Autor zdjęcia: fivb.org

- Jestem z nich dumny. Z tego, że walczą. To jest tylko sport, raz się wygrywa, a raz przegrywa, ale chłopaki walczą i to jest najpiękniejsze w sporcie - o "złotej" drużynie siatkarzy opowiedział nam Mariusz Szyszko, rzecznik reprezentacji oraz były siatkarz AZS Olsztyn i kadry narodowej.
— Po cudownym finale mistrzostw świata z Brazylią w Katowicach nastała pewnie szalona noc. Kładliście się w ogóle spać?

— Kłaść się kładliśmy, ale za długo nie pospaliśmy (uśmiech). Była najpierw euforia na boisku, później już podczas dekoracji chyba trochę mniejsza, bo wszyscy już opadali z sił, no, ale w końcu pojechaliśmy do hotelu i tam też działy się rzeczy nie do opisania. Chwile takiej radości przeżywa się chyba tylko raz w życiu. No, ale przede wszystkim, żeby była jasna sprawa: to siatkarze wygrali, ja tylko byłem z boku. Chociaż emocjonalnie byłem w to zaangażowany bardzo mocno. Kosztował mnie ten turniej wiele zdrowia psychicznego, ale... było warto. Bo piękne rzeczy się działy w Spodku, pod Spodkiem, w innych halach, na ulicach, pod hotelami.
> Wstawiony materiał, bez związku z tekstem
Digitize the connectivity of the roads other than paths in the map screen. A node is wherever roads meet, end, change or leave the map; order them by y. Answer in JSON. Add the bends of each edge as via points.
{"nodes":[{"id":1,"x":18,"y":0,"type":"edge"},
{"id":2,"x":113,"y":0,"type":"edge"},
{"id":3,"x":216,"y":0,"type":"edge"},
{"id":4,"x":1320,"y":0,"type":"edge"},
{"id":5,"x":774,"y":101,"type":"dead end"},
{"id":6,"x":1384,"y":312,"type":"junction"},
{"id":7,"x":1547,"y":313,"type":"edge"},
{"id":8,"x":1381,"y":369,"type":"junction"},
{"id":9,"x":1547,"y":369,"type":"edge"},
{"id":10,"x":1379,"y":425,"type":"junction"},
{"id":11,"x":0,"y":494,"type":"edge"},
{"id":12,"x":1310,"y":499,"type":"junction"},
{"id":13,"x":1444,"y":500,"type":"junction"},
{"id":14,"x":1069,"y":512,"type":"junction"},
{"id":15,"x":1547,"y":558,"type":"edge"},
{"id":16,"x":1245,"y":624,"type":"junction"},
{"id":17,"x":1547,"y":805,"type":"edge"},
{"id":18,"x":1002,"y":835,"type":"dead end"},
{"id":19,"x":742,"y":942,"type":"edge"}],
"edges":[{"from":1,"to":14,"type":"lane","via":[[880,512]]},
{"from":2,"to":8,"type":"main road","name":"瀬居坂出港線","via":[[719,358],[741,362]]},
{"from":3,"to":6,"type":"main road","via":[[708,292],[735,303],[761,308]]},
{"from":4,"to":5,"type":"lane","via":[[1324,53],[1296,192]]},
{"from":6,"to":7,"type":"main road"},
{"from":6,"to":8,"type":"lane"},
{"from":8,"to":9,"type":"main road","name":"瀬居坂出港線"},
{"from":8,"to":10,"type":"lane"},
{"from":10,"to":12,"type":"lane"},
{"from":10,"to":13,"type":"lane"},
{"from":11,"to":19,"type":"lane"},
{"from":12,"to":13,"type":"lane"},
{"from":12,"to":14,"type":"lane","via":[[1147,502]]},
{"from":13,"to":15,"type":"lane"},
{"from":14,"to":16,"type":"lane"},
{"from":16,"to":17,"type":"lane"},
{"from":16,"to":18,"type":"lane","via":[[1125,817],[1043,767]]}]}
A wieczór po finale był długi i wesoły (śmiech).

— Mówi pan, że to zawodnicy wygrali, ale drugi trener Philippe Blain podkreślił, że to nie jest medal tylko Stephane'a Antigi czy tylko siatkarzy, ale medal całego sztabu reprezentacji.

— Każdy coś dołożył od siebie, każdy ma jakiś wkład w to złoto. I to prawda, że sami zawodnicy nic nie wygrają, tak jak i cały sztab też sam nic nie zrobi. To wszystko musi się dopasować tak, jak pięć palców do rękawiczki. I jakoś to poszło... Inna rzecz, że zwycięstwa budują nastrój i atmosferę. Bo gdyby się przegrywało, to człowiek by, jak Serbowie czy Włosi, się zapadał w sobie. A my z meczu na mecz rośliśmy w siłę, czego zwieńczeniem były trzeci i czwarty set finału, gdy widziałem bezradność i strach w oczach Brazylijczyków. I teraz trener Rezende może sobie opowiadać różne historie. Bo tylko to mu zostało (uśmiech).

— Jaki był najtrudniejszy moment tego mundialu?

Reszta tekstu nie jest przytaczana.